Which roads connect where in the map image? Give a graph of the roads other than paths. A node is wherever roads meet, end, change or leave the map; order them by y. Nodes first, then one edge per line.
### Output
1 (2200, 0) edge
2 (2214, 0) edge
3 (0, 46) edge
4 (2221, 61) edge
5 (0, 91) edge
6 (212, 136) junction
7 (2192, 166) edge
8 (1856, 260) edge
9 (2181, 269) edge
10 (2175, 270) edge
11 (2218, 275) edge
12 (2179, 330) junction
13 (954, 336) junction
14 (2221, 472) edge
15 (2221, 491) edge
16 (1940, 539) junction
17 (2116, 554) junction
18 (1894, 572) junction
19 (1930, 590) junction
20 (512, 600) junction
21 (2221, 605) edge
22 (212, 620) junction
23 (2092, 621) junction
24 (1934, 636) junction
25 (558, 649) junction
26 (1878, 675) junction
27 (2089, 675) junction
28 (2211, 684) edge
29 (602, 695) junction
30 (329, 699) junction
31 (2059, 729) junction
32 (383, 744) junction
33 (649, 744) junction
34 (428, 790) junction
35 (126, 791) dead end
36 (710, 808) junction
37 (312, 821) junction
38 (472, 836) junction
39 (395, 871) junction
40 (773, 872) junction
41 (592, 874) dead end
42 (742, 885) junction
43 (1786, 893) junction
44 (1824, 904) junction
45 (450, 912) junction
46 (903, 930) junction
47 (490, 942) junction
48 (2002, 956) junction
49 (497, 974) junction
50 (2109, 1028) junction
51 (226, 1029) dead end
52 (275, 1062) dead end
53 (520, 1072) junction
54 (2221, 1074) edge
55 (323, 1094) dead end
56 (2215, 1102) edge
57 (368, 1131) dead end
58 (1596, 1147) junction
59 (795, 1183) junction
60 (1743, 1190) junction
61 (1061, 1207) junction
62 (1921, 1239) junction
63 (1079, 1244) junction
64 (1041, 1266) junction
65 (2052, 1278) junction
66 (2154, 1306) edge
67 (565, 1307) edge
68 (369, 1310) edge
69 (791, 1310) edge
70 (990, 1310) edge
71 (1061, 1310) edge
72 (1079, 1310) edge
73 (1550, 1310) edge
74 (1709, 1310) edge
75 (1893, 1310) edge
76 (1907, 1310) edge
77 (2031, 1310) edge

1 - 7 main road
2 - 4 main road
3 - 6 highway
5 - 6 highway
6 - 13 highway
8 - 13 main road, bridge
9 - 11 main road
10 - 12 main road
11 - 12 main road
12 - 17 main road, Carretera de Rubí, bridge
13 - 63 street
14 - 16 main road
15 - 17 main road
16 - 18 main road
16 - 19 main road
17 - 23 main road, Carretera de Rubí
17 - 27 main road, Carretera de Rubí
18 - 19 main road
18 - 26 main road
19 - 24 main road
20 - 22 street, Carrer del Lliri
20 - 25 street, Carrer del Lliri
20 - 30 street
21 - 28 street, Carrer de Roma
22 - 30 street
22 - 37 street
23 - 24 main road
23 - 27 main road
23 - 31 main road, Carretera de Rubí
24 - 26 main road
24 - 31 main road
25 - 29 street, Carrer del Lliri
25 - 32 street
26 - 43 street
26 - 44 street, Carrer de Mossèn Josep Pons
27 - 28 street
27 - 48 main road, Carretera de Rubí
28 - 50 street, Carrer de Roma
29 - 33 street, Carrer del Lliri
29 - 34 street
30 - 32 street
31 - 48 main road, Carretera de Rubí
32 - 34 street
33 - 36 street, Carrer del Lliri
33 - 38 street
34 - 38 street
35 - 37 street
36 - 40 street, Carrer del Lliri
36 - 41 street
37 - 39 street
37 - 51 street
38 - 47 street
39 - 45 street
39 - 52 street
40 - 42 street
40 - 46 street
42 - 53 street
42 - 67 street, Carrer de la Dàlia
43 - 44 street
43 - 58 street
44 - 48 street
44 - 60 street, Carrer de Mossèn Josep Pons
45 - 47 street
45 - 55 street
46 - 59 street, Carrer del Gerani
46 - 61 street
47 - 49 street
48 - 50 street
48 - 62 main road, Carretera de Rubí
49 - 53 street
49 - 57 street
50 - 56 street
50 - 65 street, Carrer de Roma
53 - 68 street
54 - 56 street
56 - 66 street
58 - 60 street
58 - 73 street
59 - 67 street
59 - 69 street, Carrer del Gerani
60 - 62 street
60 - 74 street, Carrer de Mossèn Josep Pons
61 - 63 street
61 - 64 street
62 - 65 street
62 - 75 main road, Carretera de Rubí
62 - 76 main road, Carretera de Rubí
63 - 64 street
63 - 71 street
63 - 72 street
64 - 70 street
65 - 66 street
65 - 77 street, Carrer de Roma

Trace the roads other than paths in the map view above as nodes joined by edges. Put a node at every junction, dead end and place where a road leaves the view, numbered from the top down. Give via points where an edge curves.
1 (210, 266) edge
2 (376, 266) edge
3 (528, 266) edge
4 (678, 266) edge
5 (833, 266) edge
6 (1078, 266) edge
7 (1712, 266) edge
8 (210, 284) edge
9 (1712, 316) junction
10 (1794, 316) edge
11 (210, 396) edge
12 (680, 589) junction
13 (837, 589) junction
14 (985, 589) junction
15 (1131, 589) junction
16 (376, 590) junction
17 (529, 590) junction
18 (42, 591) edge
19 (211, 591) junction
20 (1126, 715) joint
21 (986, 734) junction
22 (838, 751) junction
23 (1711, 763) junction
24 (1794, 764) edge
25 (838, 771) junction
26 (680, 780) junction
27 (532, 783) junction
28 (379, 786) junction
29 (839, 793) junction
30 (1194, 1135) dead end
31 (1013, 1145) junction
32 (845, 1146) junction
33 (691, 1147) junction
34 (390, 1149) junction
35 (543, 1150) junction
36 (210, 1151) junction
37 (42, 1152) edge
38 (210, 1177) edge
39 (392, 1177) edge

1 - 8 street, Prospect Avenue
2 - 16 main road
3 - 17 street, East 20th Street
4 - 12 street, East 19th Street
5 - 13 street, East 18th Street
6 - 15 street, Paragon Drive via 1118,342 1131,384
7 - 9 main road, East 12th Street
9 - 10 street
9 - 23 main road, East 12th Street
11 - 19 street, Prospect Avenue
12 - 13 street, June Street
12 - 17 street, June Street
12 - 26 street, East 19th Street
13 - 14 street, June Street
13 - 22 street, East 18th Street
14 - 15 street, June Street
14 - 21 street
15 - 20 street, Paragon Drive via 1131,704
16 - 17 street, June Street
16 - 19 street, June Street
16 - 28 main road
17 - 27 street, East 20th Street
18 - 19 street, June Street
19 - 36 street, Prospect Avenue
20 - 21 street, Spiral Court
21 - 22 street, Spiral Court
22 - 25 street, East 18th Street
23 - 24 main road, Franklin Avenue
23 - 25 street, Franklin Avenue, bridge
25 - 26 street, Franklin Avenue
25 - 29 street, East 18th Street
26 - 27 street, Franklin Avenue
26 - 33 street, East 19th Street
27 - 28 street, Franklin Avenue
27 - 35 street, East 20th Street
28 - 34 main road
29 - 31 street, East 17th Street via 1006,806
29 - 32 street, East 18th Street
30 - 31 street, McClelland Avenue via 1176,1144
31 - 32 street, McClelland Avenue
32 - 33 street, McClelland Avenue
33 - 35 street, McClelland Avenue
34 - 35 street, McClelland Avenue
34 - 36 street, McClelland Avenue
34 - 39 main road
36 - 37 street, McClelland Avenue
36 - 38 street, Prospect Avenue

* _Aim of the exercise_
Please return all of the entries above, exactly and completely.

* _Solution for this exercise_
Which roads connect where in the map image? Give a graph of the roads other than paths. A node is wherever roads meet, end, change or leave the map; order them by y. Nodes first, then one edge per line.
### Output
1 (2200, 0) edge
2 (2214, 0) edge
3 (0, 46) edge
4 (2221, 61) edge
5 (0, 91) edge
6 (212, 136) junction
7 (2192, 166) edge
8 (1856, 260) edge
9 (2181, 269) edge
10 (2175, 270) edge
11 (2218, 275) edge
12 (2179, 330) junction
13 (954, 336) junction
14 (2221, 472) edge
15 (2221, 491) edge
16 (1940, 539) junction
17 (2116, 554) junction
18 (1894, 572) junction
19 (1930, 590) junction
20 (512, 600) junction
21 (2221, 605) edge
22 (212, 620) junction
23 (2092, 621) junction
24 (1934, 636) junction
25 (558, 649) junction
26 (1878, 675) junction
27 (2089, 675) junction
28 (2211, 684) edge
29 (602, 695) junction
30 (329, 699) junction
31 (2059, 729) junction
32 (383, 744) junction
33 (649, 744) junction
34 (428, 790) junction
35 (126, 791) dead end
36 (710, 808) junction
37 (312, 821) junction
38 (472, 836) junction
39 (395, 871) junction
40 (773, 872) junction
41 (592, 874) dead end
42 (742, 885) junction
43 (1786, 893) junction
44 (1824, 904) junction
45 (450, 912) junction
46 (903, 930) junction
47 (490, 942) junction
48 (2002, 956) junction
49 (497, 974) junction
50 (2109, 1028) junction
51 (226, 1029) dead end
52 (275, 1062) dead end
53 (520, 1072) junction
54 (2221, 1074) edge
55 (323, 1094) dead end
56 (2215, 1102) edge
57 (368, 1131) dead end
58 (1596, 1147) junction
59 (795, 1183) junction
60 (1743, 1190) junction
61 (1061, 1207) junction
62 (1921, 1239) junction
63 (1079, 1244) junction
64 (1041, 1266) junction
65 (2052, 1278) junction
66 (2154, 1306) edge
67 (565, 1307) edge
68 (369, 1310) edge
69 (791, 1310) edge
70 (990, 1310) edge
71 (1061, 1310) edge
72 (1079, 1310) edge
73 (1550, 1310) edge
74 (1709, 1310) edge
75 (1893, 1310) edge
76 (1907, 1310) edge
77 (2031, 1310) edge

1 - 7 main road
2 - 4 main road
3 - 6 highway
5 - 6 highway
6 - 13 highway
8 - 13 main road, bridge
9 - 11 main road
10 - 12 main road
11 - 12 main road
12 - 17 main road, Carretera de Rubí, bridge
13 - 63 street
14 - 16 main road
15 - 17 main road
16 - 18 main road
16 - 19 main road
17 - 23 main road, Carretera de Rubí
17 - 27 main road, Carretera de Rubí
18 - 19 main road
18 - 26 main road
19 - 24 main road
20 - 22 street, Carrer del Lliri
20 - 25 street, Carrer del Lliri
20 - 30 street
21 - 28 street, Carrer de Roma
22 - 30 street
22 - 37 street
23 - 24 main road
23 - 27 main road
23 - 31 main road, Carretera de Rubí
24 - 26 main road
24 - 31 main road
25 - 29 street, Carrer del Lliri
25 - 32 street
26 - 43 street
26 - 44 street, Carrer de Mossèn Josep Pons
27 - 28 street
27 - 48 main road, Carretera de Rubí
28 - 50 street, Carrer de Roma
29 - 33 street, Carrer del Lliri
29 - 34 street
30 - 32 street
31 - 48 main road, Carretera de Rubí
32 - 34 street
33 - 36 street, Carrer del Lliri
33 - 38 street
34 - 38 street
35 - 37 street
36 - 40 street, Carrer del Lliri
36 - 41 street
37 - 39 street
37 - 51 street
38 - 47 street
39 - 45 street
39 - 52 street
40 - 42 street
40 - 46 street
42 - 53 street
42 - 67 street, Carrer de la Dàlia
43 - 44 street
43 - 58 street
44 - 48 street
44 - 60 street, Carrer de Mossèn Josep Pons
45 - 47 street
45 - 55 street
46 - 59 street, Carrer del Gerani
46 - 61 street
47 - 49 street
48 - 50 street
48 - 62 main road, Carretera de Rubí
49 - 53 street
49 - 57 street
50 - 56 street
50 - 65 street, Carrer de Roma
53 - 68 street
54 - 56 street
56 - 66 street
58 - 60 street
58 - 73 street
59 - 67 street
59 - 69 street, Carrer del Gerani
60 - 62 street
60 - 74 street, Carrer de Mossèn Josep Pons
61 - 63 street
61 - 64 street
62 - 65 street
62 - 75 main road, Carretera de Rubí
62 - 76 main road, Carretera de Rubí
63 - 64 street
63 - 71 street
63 - 72 street
64 - 70 street
65 - 66 street
65 - 77 street, Carrer de Roma

Trace the roads other than paths in the map view above as nodes joined by edges. Put a node at every junction, dead end and place where a road leaves the view, numbered from the top down. Give via points where an edge curves.
1 (210, 266) edge
2 (376, 266) edge
3 (528, 266) edge
4 (678, 266) edge
5 (833, 266) edge
6 (1078, 266) edge
7 (1712, 266) edge
8 (210, 284) edge
9 (1712, 316) junction
10 (1794, 316) edge
11 (210, 396) edge
12 (680, 589) junction
13 (837, 589) junction
14 (985, 589) junction
15 (1131, 589) junction
16 (376, 590) junction
17 (529, 590) junction
18 (42, 591) edge
19 (211, 591) junction
20 (1126, 715) joint
21 (986, 734) junction
22 (838, 751) junction
23 (1711, 763) junction
24 (1794, 764) edge
25 (838, 771) junction
26 (680, 780) junction
27 (532, 783) junction
28 (379, 786) junction
29 (839, 793) junction
30 (1194, 1135) dead end
31 (1013, 1145) junction
32 (845, 1146) junction
33 (691, 1147) junction
34 (390, 1149) junction
35 (543, 1150) junction
36 (210, 1151) junction
37 (42, 1152) edge
38 (210, 1177) edge
39 (392, 1177) edge

1 - 8 street, Prospect Avenue
2 - 16 main road
3 - 17 street, East 20th Street
4 - 12 street, East 19th Street
5 - 13 street, East 18th Street
6 - 15 street, Paragon Drive via 1118,342 1131,384
7 - 9 main road, East 12th Street
9 - 10 street
9 - 23 main road, East 12th Street
11 - 19 street, Prospect Avenue
12 - 13 street, June Street
12 - 17 street, June Street
12 - 26 street, East 19th Street
13 - 14 street, June Street
13 - 22 street, East 18th Street
14 - 15 street, June Street
14 - 21 street
15 - 20 street, Paragon Drive via 1131,704
16 - 17 street, June Street
16 - 19 street, June Street
16 - 28 main road
17 - 27 street, East 20th Street
18 - 19 street, June Street
19 - 36 street, Prospect Avenue
20 - 21 street, Spiral Court
21 - 22 street, Spiral Court
22 - 25 street, East 18th Street
23 - 24 main road, Franklin Avenue
23 - 25 street, Franklin Avenue, bridge
25 - 26 street, Franklin Avenue
25 - 29 street, East 18th Street
26 - 27 street, Franklin Avenue
26 - 33 street, East 19th Street
27 - 28 street, Franklin Avenue
27 - 35 street, East 20th Street
28 - 34 main road
29 - 31 street, East 17th Street via 1006,806
29 - 32 street, East 18th Street
30 - 31 street, McClelland Avenue via 1176,1144
31 - 32 street, McClelland Avenue
32 - 33 street, McClelland Avenue
33 - 35 street, McClelland Avenue
34 - 35 street, McClelland Avenue
34 - 36 street, McClelland Avenue
34 - 39 main road
36 - 37 street, McClelland Avenue
36 - 38 street, Prospect Avenue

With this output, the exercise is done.